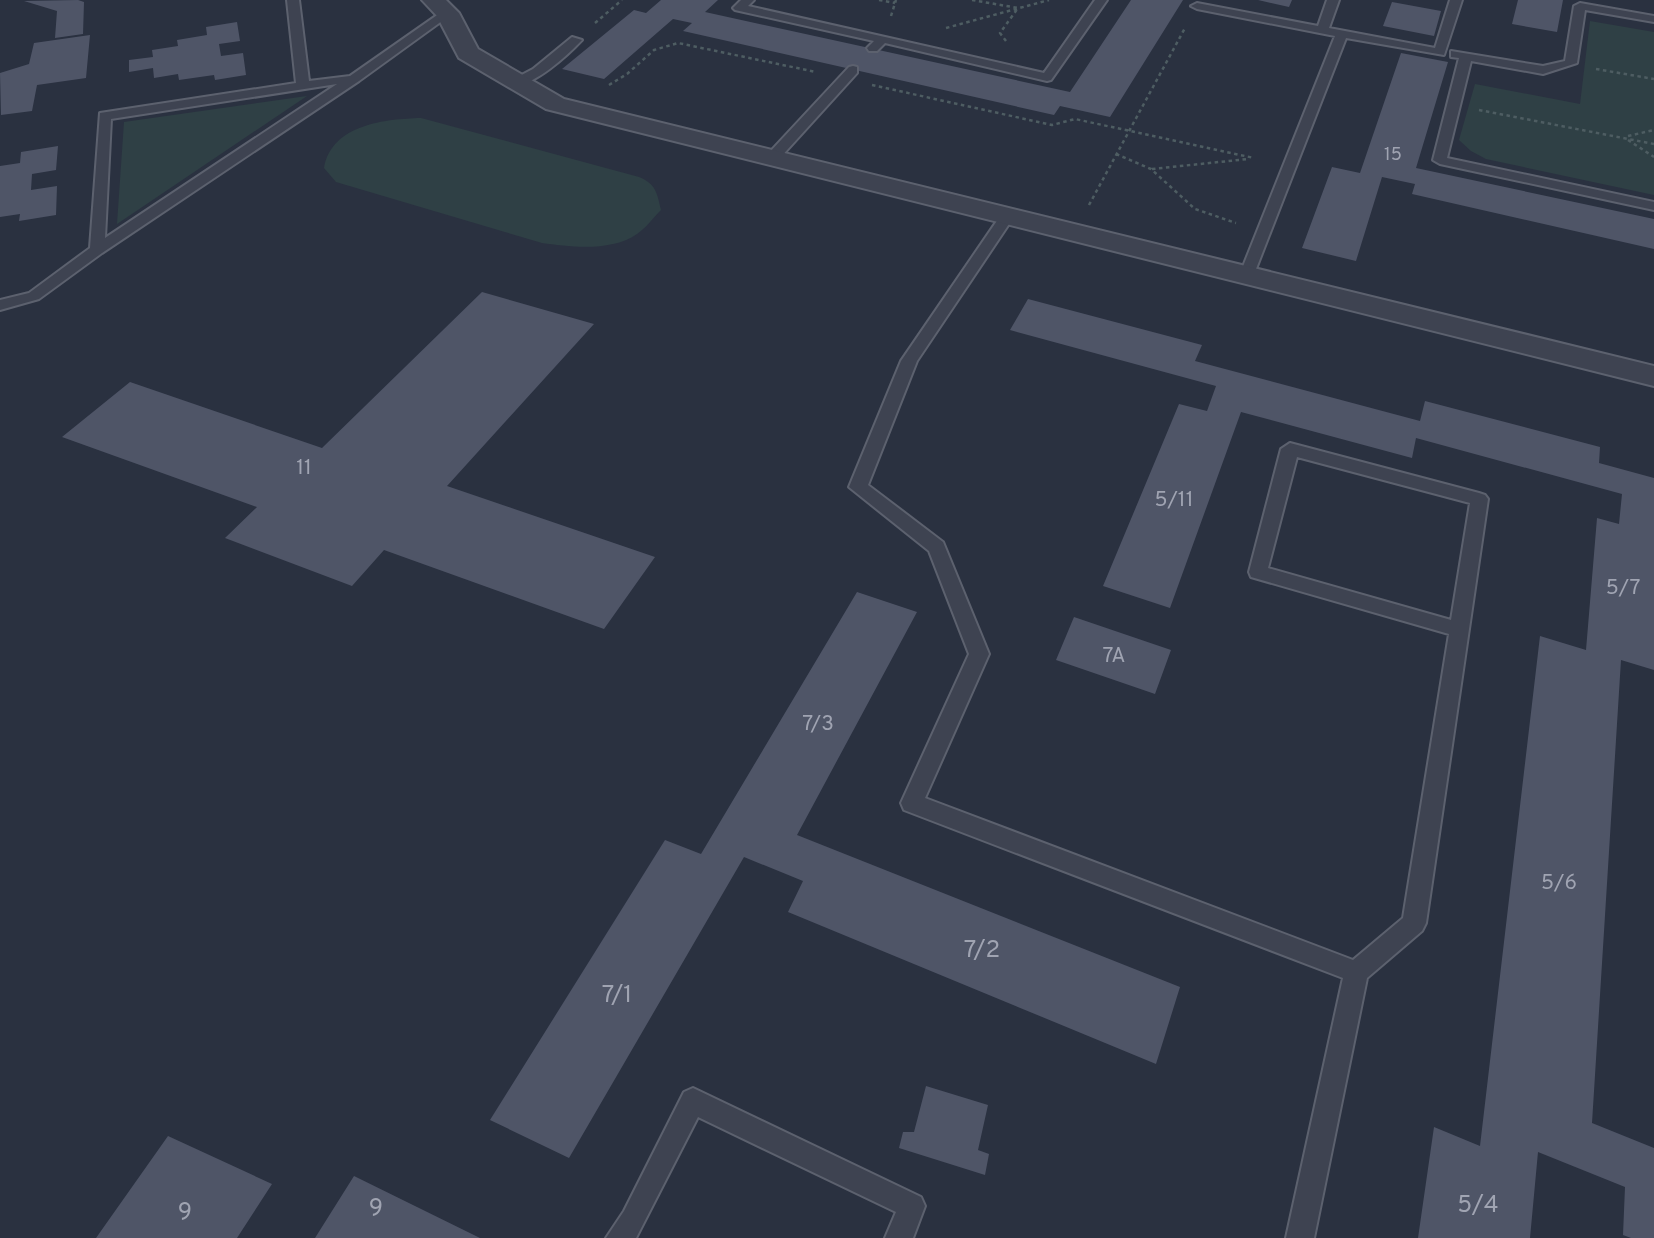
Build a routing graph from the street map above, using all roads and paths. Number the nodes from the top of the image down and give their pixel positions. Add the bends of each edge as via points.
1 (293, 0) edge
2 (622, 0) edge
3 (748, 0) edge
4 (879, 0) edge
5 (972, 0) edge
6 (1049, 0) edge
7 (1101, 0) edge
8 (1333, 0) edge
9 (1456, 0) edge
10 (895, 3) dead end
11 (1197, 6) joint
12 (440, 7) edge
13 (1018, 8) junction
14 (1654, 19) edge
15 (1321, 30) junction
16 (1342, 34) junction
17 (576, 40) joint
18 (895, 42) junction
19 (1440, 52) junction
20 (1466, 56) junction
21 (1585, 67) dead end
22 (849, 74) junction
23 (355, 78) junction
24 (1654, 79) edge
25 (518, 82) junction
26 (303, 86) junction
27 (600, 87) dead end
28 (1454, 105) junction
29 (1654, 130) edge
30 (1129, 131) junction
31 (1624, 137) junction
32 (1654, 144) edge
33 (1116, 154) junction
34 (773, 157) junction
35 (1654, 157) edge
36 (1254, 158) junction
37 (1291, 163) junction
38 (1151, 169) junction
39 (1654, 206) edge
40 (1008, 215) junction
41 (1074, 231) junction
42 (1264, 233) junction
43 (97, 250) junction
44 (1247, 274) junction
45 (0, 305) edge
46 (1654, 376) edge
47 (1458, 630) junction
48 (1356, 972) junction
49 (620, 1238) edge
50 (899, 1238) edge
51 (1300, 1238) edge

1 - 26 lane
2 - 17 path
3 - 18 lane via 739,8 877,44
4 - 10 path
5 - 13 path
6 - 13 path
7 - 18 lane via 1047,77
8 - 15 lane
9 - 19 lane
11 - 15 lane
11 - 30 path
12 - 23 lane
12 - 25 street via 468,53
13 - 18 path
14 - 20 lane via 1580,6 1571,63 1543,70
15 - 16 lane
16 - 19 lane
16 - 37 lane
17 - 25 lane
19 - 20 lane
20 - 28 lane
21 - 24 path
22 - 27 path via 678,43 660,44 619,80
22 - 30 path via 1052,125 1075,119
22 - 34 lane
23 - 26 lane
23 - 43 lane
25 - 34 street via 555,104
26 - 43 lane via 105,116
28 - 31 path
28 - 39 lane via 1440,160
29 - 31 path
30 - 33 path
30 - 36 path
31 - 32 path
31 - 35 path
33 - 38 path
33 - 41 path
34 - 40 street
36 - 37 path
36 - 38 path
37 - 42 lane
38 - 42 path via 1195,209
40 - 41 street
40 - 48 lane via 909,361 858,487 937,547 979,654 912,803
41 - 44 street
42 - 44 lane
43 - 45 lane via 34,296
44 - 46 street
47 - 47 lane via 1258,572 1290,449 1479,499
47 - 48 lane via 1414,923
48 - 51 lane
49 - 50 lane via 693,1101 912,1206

☆ ☆ ☆ ☆ ☆ ☆ ☆

> _Assignment_: Please make an exact copy of the records, leaving out any picture.

> _Answer section_:
Build a routing graph from the street map above, using all roads and paths. Number the nodes from the top of the image down and give their pixel positions. Add the bends of each edge as via points.
1 (293, 0) edge
2 (622, 0) edge
3 (748, 0) edge
4 (879, 0) edge
5 (972, 0) edge
6 (1049, 0) edge
7 (1101, 0) edge
8 (1333, 0) edge
9 (1456, 0) edge
10 (895, 3) dead end
11 (1197, 6) joint
12 (440, 7) edge
13 (1018, 8) junction
14 (1654, 19) edge
15 (1321, 30) junction
16 (1342, 34) junction
17 (576, 40) joint
18 (895, 42) junction
19 (1440, 52) junction
20 (1466, 56) junction
21 (1585, 67) dead end
22 (849, 74) junction
23 (355, 78) junction
24 (1654, 79) edge
25 (518, 82) junction
26 (303, 86) junction
27 (600, 87) dead end
28 (1454, 105) junction
29 (1654, 130) edge
30 (1129, 131) junction
31 (1624, 137) junction
32 (1654, 144) edge
33 (1116, 154) junction
34 (773, 157) junction
35 (1654, 157) edge
36 (1254, 158) junction
37 (1291, 163) junction
38 (1151, 169) junction
39 (1654, 206) edge
40 (1008, 215) junction
41 (1074, 231) junction
42 (1264, 233) junction
43 (97, 250) junction
44 (1247, 274) junction
45 (0, 305) edge
46 (1654, 376) edge
47 (1458, 630) junction
48 (1356, 972) junction
49 (620, 1238) edge
50 (899, 1238) edge
51 (1300, 1238) edge

1 - 26 lane
2 - 17 path
3 - 18 lane via 739,8 877,44
4 - 10 path
5 - 13 path
6 - 13 path
7 - 18 lane via 1047,77
8 - 15 lane
9 - 19 lane
11 - 15 lane
11 - 30 path
12 - 23 lane
12 - 25 street via 468,53
13 - 18 path
14 - 20 lane via 1580,6 1571,63 1543,70
15 - 16 lane
16 - 19 lane
16 - 37 lane
17 - 25 lane
19 - 20 lane
20 - 28 lane
21 - 24 path
22 - 27 path via 678,43 660,44 619,80
22 - 30 path via 1052,125 1075,119
22 - 34 lane
23 - 26 lane
23 - 43 lane
25 - 34 street via 555,104
26 - 43 lane via 105,116
28 - 31 path
28 - 39 lane via 1440,160
29 - 31 path
30 - 33 path
30 - 36 path
31 - 32 path
31 - 35 path
33 - 38 path
33 - 41 path
34 - 40 street
36 - 37 path
36 - 38 path
37 - 42 lane
38 - 42 path via 1195,209
40 - 41 street
40 - 48 lane via 909,361 858,487 937,547 979,654 912,803
41 - 44 street
42 - 44 lane
43 - 45 lane via 34,296
44 - 46 street
47 - 47 lane via 1258,572 1290,449 1479,499
47 - 48 lane via 1414,923
48 - 51 lane
49 - 50 lane via 693,1101 912,1206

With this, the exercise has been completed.